▶ **What the task asks**
All of the data should be copied exactly, with the pictures left out.

▶ **Provided records**
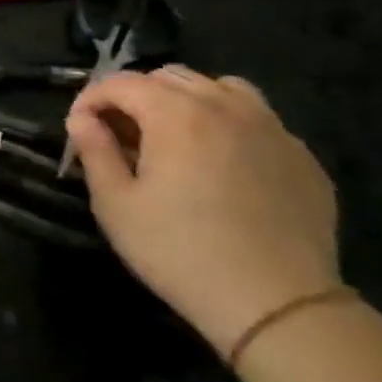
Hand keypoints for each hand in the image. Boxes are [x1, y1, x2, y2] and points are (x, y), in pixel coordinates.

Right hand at [64, 67, 339, 356]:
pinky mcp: (301, 156)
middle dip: (136, 96)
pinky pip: (257, 119)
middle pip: (169, 77)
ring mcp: (272, 128)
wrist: (276, 304)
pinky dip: (228, 124)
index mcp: (176, 114)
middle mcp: (225, 107)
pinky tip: (222, 164)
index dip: (91, 98)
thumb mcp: (116, 205)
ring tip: (174, 137)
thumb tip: (82, 119)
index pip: (121, 82)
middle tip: (122, 134)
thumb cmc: (180, 252)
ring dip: (186, 101)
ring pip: (220, 88)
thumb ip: (95, 151)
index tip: (80, 127)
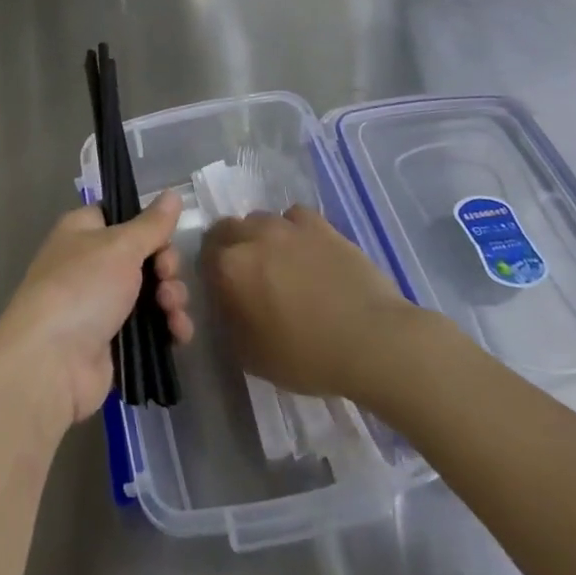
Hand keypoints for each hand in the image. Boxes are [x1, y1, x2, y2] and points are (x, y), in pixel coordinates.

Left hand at [0, 191, 193, 437]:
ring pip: (152, 292)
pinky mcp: (114, 341)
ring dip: (171, 298)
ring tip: (172, 311)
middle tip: (166, 277)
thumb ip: (152, 224)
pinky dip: (169, 327)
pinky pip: (151, 327)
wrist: (51, 362)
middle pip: (144, 255)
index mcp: (84, 232)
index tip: (165, 237)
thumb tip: (173, 192)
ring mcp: (102, 304)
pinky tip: (179, 334)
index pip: (123, 216)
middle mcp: (91, 264)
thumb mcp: (121, 246)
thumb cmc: (82, 287)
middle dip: (166, 266)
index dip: (149, 226)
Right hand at [200, 205, 415, 401]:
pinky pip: (294, 217)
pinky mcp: (321, 225)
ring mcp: (289, 226)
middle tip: (245, 274)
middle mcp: (253, 237)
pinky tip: (305, 250)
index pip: (204, 254)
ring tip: (277, 262)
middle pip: (227, 228)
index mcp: (230, 268)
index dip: (209, 270)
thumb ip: (230, 324)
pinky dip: (293, 230)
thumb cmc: (307, 356)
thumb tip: (227, 307)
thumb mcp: (252, 356)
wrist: (371, 340)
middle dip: (229, 246)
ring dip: (260, 237)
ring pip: (260, 219)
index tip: (220, 288)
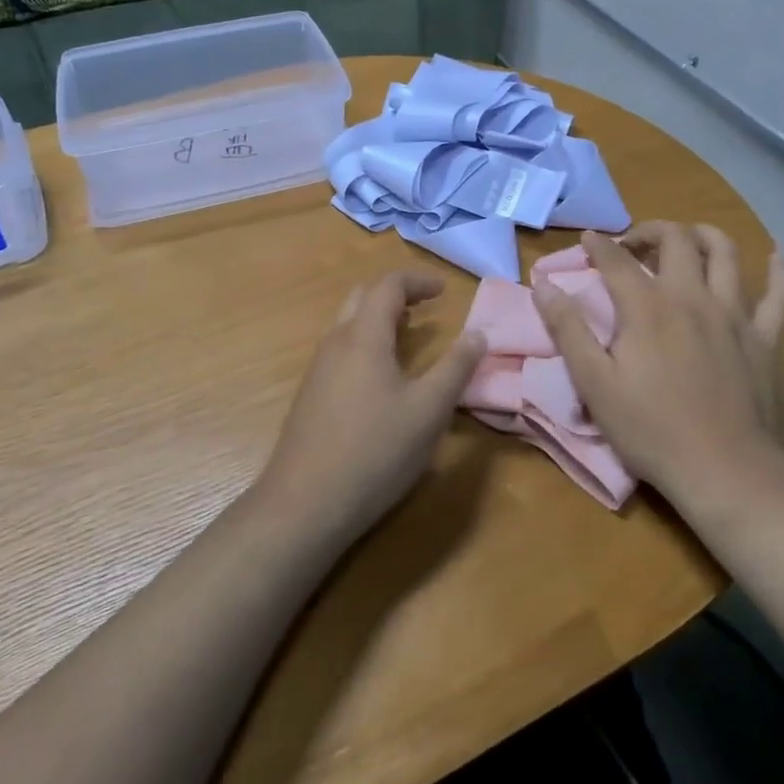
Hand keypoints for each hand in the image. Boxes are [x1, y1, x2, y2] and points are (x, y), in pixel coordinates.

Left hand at [257, 270, 486, 544]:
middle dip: (396, 294)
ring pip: (348, 324)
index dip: (418, 280)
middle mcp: (336, 342)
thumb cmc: (375, 451)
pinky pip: (341, 349)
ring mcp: (318, 368)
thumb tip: (477, 334)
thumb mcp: (428, 410)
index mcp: (363, 336)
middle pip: (363, 297)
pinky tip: (381, 376)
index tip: (444, 290)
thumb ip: (456, 368)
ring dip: (379, 319)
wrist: (305, 502)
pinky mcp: (311, 394)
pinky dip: (366, 342)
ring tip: (408, 336)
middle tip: (426, 307)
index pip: (389, 286)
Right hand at [531, 224, 783, 516]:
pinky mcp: (765, 338)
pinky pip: (779, 295)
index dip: (598, 244)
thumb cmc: (650, 428)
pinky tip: (775, 256)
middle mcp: (692, 297)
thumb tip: (543, 285)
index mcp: (647, 307)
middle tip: (634, 245)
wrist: (724, 469)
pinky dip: (778, 271)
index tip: (587, 239)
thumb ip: (567, 328)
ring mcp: (734, 314)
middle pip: (676, 240)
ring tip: (687, 240)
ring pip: (725, 252)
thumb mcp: (594, 382)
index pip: (617, 260)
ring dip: (703, 235)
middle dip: (651, 230)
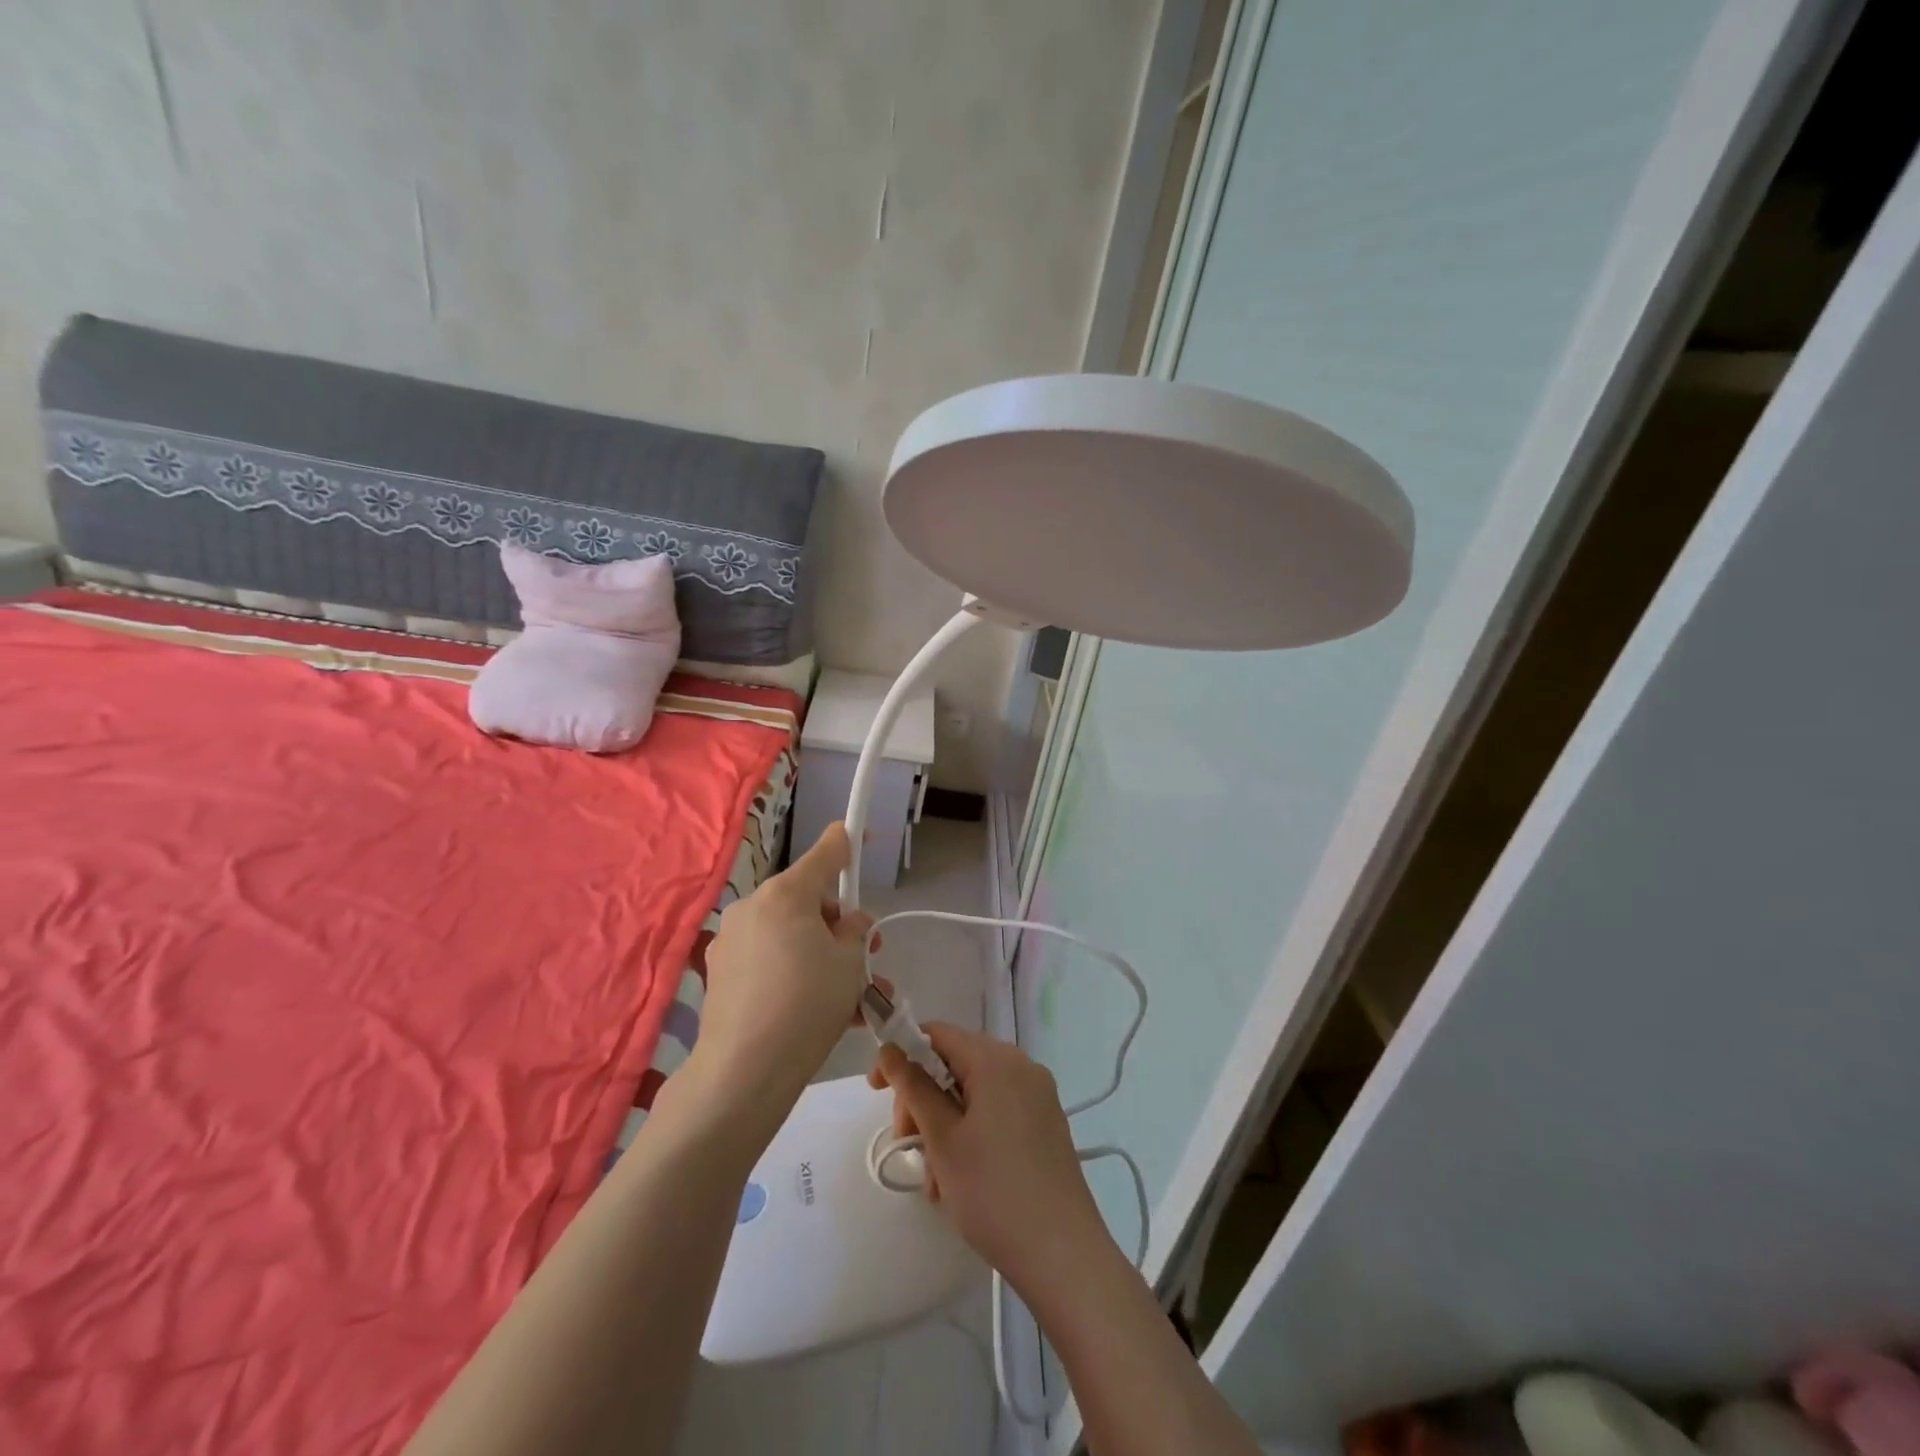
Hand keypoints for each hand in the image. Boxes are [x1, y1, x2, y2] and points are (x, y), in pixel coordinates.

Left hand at [693, 823, 875, 1124]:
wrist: (745, 1071)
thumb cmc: (808, 1003)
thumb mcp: (850, 962)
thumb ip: (855, 931)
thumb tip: (847, 923)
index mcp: (786, 894)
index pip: (824, 854)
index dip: (846, 842)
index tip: (857, 831)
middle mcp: (753, 908)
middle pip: (807, 901)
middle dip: (839, 925)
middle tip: (868, 958)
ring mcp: (732, 942)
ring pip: (791, 937)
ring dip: (822, 956)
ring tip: (855, 998)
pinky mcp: (721, 975)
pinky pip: (770, 962)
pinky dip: (796, 974)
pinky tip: (820, 1012)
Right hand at [868, 1022, 1109, 1301]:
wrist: (1063, 1255)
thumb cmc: (993, 1193)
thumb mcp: (942, 1140)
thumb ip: (913, 1088)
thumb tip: (891, 1050)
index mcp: (996, 1060)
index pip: (937, 1034)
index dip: (902, 1055)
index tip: (877, 1091)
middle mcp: (1021, 1065)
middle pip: (956, 1062)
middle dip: (923, 1098)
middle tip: (907, 1142)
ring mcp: (1038, 1094)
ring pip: (974, 1092)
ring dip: (944, 1123)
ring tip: (934, 1177)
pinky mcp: (1046, 1122)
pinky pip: (997, 1110)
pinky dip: (971, 1132)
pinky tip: (960, 1177)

▶ **The answer**
Hand keypoints for each hand in the image. Boxes are [x1, y1, x2, y2] and points are (x, y), in pixel coordinates.

Right hand at [64, 67, 339, 356]:
pinky mcp: (301, 156)
middle dip: (136, 96)
pinky pip: (257, 119)
middle pip: (169, 77)
ring mcp: (272, 128)
wrist: (276, 304)
pinky dip: (228, 124)
index mcp: (176, 114)
middle mcp: (225, 107)
pinky tip: (222, 164)
index dip: (91, 98)
thumb mcp: (116, 205)
ring tip: (174, 137)
thumb tip: (82, 119)
index pip: (121, 82)
middle tip: (122, 134)
thumb cmc: (180, 252)
ring dip: (186, 101)
ring pip: (220, 88)
thumb ip: (95, 151)
index tip: (80, 127)
Hand keypoints for each hand in the image. Boxes are [x1, y1, x2, y2] and points are (x, y), in pixel coordinates.

Left hand at [0, 191, 193, 437]:
ring pip: (152, 292)
pinky mcp: (114, 341)
ring dip: (171, 298)
ring tip: (172, 311)
middle tip: (166, 277)
thumb ip: (152, 224)
pinky dip: (169, 327)
pinky pip: (151, 327)
wrist: (51, 362)
middle pip: (144, 255)
index mcp: (84, 232)
index tip: (165, 237)
thumb tip: (173, 192)
ring mcp: (102, 304)
pinky tip: (179, 334)
index pip: (123, 216)
middle mcp: (91, 264)
thumb mcp: (121, 246)
thumb cmc: (82, 287)
middle dip: (166, 266)
index dip: (149, 226)
Right hand at [200, 205, 415, 401]:
pinky pip: (294, 217)
pinky mcp: (321, 225)
ring mcp: (289, 226)
middle tip: (245, 274)
middle mcp: (253, 237)
pinky tip: (305, 250)
index pip: (204, 254)
ring tip: (277, 262)
middle pip: (227, 228)
index mcp: (230, 268)
index dip: (209, 270)
thumb ip: (230, 324)
pinky dip: (293, 230)
thumb cmc: (307, 356)
thumb tip: (227, 307)
thumb mcp: (252, 356)
wrist: (371, 340)
middle dip: (229, 246)
ring dip: (260, 237)
ring pip: (260, 219)
index tip: (220, 288)
Hand keypoints for each hand in the image. Boxes are [x1, y1, x2, y2] and points are (x, y), in pixel coordinates.

Left hand at [257, 270, 486, 544]:
middle dip: (396, 294)
ring pip: (348, 324)
index dip: (418, 280)
middle mcp: (336, 342)
thumb cmc: (375, 451)
pinky pip: (341, 349)
ring mcp: (318, 368)
thumb tip: (477, 334)
thumb mcp: (428, 410)
index mcp: (363, 336)
middle pip: (363, 297)
pinky tip: (381, 376)
index tip: (444, 290)
thumb ip: (456, 368)
ring dip: (379, 319)
wrist: (305, 502)
pinky mcp: (311, 394)
pinky dip: (366, 342)
ring tip: (408, 336)
middle tip: (426, 307)
index pip: (389, 286)
Right hand at [531, 224, 783, 516]:
pinky mcp: (765, 338)
pinky pip: (779, 295)
index dip: (598, 244)
thumb cmc: (650, 428)
pinky tip: (775, 256)
middle mcp: (692, 297)
thumb tip: (543, 285)
index mcp: (647, 307)
middle tip: (634, 245)
wrist: (724, 469)
pinky dip: (778, 271)
index tip: (587, 239)
thumb ip: (567, 328)
ring mcp: (734, 314)
middle pip: (676, 240)
ring tip: (687, 240)
ring pip: (725, 252)
thumb mcp: (594, 382)
index pip: (617, 260)
ring dip: (703, 235)
middle dip: (651, 230)
Hand keypoints for each hand in the image. Boxes are [x1, y1, x2, y2] and points are (x, y), in pixel coordinates.

Left hand at [693, 823, 875, 1124]:
wrist: (745, 1071)
thumb cmc: (808, 1003)
thumb mcp: (850, 962)
thumb ip: (855, 931)
thumb tip: (847, 923)
index mcp: (786, 894)
index pip: (824, 854)
index dip: (846, 842)
index tip: (857, 831)
middle mcp: (753, 908)
middle pip: (807, 901)
middle dip: (839, 925)
middle tip: (868, 958)
ring mcp: (732, 942)
ring pip: (791, 937)
ring dip: (822, 956)
ring tip: (855, 998)
pinky mcp: (721, 975)
pinky pip: (770, 962)
pinky dip: (796, 974)
pinky tip: (820, 1012)
Right hand at [868, 1022, 1109, 1301]:
wrist: (1063, 1255)
thumb cmc: (993, 1193)
thumb mcp: (942, 1140)
thumb ip: (913, 1088)
thumb tip: (891, 1050)
index mcp: (996, 1060)
index pip: (937, 1034)
index dip: (902, 1055)
index tip: (877, 1091)
middle mcp: (1021, 1065)
middle pip: (956, 1062)
middle dip: (923, 1098)
middle tip: (907, 1142)
ring mcp: (1038, 1094)
ring pip: (974, 1092)
ring dip: (944, 1123)
ring tip: (934, 1177)
pinky mcp: (1046, 1122)
pinky pip: (997, 1110)
pinky dip: (971, 1132)
pinky tip: (960, 1177)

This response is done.